**Required work**
Search the entries for the word "Gebäude" and copy each line that has it.

**Stored data entries**
◇ ◇ ◇ ◇ ◇

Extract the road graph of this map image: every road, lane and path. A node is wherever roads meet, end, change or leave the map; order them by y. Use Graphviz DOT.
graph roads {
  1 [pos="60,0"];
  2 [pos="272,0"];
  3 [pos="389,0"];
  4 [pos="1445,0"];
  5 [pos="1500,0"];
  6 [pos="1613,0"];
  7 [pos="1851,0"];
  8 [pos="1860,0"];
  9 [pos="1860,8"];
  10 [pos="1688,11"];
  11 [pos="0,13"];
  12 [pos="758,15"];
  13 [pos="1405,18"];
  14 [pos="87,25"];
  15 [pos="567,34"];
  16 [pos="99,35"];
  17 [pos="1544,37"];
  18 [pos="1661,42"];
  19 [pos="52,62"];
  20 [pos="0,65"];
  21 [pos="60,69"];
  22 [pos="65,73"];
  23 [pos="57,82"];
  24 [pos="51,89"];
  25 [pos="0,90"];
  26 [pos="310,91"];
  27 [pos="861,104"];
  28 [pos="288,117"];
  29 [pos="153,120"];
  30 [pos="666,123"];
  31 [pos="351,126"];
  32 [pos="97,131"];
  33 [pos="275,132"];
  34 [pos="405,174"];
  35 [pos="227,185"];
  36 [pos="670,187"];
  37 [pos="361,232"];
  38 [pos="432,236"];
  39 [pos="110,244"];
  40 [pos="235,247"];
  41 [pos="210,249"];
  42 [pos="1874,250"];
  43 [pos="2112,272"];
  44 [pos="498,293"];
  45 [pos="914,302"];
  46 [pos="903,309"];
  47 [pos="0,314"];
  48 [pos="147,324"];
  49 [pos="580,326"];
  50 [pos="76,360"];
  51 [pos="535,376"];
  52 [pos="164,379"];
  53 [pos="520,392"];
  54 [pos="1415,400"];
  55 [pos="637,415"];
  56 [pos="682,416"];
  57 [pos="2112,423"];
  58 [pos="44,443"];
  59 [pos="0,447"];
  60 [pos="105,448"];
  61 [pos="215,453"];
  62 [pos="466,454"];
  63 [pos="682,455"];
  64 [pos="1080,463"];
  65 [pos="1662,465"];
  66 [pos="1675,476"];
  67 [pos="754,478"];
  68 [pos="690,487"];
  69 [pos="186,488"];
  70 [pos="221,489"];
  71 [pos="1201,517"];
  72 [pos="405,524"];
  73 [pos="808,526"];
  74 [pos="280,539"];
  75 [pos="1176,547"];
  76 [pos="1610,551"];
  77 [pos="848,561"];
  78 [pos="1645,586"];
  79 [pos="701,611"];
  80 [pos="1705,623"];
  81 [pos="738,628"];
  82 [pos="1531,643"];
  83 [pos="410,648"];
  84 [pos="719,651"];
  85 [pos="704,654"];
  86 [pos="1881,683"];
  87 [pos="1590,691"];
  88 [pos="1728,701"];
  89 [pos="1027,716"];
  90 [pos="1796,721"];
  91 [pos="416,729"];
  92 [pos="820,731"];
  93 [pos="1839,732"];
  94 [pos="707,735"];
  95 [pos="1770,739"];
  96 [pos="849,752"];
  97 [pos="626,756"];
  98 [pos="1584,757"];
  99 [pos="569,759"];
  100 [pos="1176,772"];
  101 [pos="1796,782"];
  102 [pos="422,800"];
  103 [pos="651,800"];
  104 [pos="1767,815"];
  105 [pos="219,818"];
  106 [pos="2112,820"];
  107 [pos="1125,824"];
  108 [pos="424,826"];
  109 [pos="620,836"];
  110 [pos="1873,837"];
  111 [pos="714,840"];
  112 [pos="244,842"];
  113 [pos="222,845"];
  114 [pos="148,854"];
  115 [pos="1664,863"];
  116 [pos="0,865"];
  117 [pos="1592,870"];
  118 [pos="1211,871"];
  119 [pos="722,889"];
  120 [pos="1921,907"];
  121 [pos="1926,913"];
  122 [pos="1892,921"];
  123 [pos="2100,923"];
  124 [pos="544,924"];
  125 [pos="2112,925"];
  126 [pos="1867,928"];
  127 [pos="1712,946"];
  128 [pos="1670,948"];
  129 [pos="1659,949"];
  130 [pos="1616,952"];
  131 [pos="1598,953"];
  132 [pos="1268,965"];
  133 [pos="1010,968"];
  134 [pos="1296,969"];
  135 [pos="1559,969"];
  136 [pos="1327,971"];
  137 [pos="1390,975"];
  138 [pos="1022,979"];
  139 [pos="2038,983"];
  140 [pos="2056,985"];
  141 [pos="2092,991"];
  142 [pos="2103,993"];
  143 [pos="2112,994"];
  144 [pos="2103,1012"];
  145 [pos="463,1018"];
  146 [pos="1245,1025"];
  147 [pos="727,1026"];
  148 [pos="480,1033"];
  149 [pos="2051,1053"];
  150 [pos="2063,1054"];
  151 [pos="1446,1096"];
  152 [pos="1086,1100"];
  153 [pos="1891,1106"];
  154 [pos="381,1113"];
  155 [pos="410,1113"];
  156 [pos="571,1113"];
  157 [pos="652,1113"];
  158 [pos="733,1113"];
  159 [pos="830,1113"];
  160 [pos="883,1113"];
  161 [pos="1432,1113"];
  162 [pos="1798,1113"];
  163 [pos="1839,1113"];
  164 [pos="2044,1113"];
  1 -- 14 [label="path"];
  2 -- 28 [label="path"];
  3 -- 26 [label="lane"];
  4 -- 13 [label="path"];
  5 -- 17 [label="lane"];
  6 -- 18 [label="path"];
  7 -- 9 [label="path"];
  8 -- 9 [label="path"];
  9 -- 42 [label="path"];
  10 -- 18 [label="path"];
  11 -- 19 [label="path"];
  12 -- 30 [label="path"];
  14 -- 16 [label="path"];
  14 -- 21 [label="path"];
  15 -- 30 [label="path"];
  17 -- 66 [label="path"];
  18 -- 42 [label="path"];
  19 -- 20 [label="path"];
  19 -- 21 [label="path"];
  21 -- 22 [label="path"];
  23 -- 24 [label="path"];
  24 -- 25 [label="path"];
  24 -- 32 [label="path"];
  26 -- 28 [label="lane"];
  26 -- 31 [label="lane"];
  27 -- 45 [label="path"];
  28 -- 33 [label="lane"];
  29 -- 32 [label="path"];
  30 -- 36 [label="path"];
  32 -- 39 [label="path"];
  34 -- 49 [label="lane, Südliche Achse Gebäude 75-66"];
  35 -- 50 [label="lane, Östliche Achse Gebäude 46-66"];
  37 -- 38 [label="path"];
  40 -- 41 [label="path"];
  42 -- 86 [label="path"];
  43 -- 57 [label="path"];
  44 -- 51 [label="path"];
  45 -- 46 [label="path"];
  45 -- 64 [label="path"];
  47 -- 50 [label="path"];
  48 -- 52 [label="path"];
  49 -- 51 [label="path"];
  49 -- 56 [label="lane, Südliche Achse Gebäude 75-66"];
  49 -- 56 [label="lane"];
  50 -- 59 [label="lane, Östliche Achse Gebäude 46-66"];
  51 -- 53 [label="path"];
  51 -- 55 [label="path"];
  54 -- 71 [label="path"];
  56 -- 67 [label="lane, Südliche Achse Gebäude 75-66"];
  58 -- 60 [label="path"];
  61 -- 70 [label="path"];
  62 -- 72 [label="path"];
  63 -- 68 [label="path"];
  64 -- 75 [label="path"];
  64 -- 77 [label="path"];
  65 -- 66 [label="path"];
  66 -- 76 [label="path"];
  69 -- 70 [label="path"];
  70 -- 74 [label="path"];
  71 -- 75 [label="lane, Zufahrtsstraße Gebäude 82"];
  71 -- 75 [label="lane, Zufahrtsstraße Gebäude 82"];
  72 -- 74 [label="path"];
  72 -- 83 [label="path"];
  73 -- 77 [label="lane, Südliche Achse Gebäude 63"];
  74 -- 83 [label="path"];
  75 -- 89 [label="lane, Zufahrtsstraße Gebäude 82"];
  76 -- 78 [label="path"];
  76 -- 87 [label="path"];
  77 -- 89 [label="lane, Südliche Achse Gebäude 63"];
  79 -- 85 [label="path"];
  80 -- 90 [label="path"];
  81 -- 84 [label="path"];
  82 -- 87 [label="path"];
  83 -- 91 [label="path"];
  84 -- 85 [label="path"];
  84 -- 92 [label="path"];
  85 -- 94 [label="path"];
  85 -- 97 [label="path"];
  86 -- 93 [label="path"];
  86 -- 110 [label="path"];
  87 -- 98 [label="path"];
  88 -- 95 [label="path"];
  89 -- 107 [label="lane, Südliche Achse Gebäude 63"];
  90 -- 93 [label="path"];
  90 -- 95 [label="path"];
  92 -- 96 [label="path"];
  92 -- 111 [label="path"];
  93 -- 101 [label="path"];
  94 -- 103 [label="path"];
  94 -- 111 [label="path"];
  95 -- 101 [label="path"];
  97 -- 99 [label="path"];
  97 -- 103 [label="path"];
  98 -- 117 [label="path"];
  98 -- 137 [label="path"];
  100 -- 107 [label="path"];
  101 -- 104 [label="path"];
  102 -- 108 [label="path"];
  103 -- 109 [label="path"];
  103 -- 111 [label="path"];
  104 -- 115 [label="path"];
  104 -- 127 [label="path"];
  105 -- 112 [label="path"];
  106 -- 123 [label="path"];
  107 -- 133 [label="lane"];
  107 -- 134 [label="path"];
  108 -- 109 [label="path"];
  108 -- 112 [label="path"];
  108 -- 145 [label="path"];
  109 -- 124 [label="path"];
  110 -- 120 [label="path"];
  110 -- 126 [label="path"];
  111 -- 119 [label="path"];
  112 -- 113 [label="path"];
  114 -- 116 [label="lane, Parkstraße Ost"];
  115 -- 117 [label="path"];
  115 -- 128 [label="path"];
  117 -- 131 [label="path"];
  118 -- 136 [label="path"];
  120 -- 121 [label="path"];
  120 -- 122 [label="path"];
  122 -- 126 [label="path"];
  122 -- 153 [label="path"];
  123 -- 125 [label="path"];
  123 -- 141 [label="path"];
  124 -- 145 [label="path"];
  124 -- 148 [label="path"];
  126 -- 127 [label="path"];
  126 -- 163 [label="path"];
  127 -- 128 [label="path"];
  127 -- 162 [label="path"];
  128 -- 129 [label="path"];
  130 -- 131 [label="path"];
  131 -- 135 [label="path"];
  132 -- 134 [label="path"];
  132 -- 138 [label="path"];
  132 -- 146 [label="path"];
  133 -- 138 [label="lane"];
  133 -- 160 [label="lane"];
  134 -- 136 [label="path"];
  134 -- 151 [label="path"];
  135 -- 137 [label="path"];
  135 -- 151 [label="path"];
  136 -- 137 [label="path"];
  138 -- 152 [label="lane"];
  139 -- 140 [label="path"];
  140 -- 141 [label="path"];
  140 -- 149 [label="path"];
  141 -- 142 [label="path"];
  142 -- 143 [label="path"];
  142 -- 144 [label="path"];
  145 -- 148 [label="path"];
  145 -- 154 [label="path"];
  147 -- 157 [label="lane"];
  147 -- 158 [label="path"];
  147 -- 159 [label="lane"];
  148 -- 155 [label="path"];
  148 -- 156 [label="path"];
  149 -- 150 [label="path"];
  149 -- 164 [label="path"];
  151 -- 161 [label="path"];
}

◇ ◇ ◇ ◇ ◇

**Written solution**
  34 -- 49 [label="lane, Südliche Achse Gebäude 75-66"];
  35 -- 50 [label="lane, Östliche Achse Gebäude 46-66"];
  49 -- 56 [label="lane, Südliche Achse Gebäude 75-66"];
  50 -- 59 [label="lane, Östliche Achse Gebäude 46-66"];
  56 -- 67 [label="lane, Südliche Achse Gebäude 75-66"];
  71 -- 75 [label="lane, Zufahrtsstraße Gebäude 82"];
  71 -- 75 [label="lane, Zufahrtsstraße Gebäude 82"];
  73 -- 77 [label="lane, Südliche Achse Gebäude 63"];
  75 -- 89 [label="lane, Zufahrtsstraße Gebäude 82"];
  77 -- 89 [label="lane, Südliche Achse Gebäude 63"];
  89 -- 107 [label="lane, Südliche Achse Gebäude 63"];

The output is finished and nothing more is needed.